» EXERCISE DESCRIPTION
Pull each line with the string "Український" from the entries.

(Collected data entries)

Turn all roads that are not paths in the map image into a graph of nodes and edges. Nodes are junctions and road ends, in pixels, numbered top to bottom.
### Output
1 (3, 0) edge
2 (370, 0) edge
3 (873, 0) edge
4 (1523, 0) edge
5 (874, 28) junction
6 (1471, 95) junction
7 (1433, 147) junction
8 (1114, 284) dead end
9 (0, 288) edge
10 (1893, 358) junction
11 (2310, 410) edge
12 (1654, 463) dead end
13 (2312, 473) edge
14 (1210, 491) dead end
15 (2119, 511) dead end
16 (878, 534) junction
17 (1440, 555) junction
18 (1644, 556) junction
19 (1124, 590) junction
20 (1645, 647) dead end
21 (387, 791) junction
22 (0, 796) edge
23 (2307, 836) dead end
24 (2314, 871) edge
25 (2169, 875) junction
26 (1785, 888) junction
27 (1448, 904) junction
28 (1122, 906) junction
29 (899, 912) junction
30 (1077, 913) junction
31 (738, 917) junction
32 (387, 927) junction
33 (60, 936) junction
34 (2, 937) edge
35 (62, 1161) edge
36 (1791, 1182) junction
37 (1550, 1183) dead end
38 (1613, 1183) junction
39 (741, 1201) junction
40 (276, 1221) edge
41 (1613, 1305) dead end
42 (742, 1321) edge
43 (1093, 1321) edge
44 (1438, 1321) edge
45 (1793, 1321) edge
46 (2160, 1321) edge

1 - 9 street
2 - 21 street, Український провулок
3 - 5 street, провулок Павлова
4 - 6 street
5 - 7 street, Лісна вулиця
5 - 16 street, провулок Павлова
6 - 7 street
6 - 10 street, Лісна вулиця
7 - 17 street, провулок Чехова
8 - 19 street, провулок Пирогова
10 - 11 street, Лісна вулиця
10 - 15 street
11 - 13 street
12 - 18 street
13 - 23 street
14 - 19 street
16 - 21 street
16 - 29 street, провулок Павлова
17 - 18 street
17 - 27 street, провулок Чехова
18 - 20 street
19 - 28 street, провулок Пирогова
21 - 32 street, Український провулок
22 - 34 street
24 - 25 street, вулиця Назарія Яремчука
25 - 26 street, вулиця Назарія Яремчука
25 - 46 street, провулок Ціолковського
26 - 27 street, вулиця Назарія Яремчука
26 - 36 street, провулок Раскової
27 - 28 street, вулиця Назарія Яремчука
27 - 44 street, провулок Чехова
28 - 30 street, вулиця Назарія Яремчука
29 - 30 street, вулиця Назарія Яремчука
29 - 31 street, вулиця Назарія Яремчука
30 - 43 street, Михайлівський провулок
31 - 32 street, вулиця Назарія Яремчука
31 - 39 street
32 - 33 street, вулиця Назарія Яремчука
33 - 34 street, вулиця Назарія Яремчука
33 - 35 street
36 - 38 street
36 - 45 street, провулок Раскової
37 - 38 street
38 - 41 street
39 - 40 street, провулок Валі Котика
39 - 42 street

» WRITTEN REPLY
2 - 21 street, Український провулок
21 - 32 street, Український провулок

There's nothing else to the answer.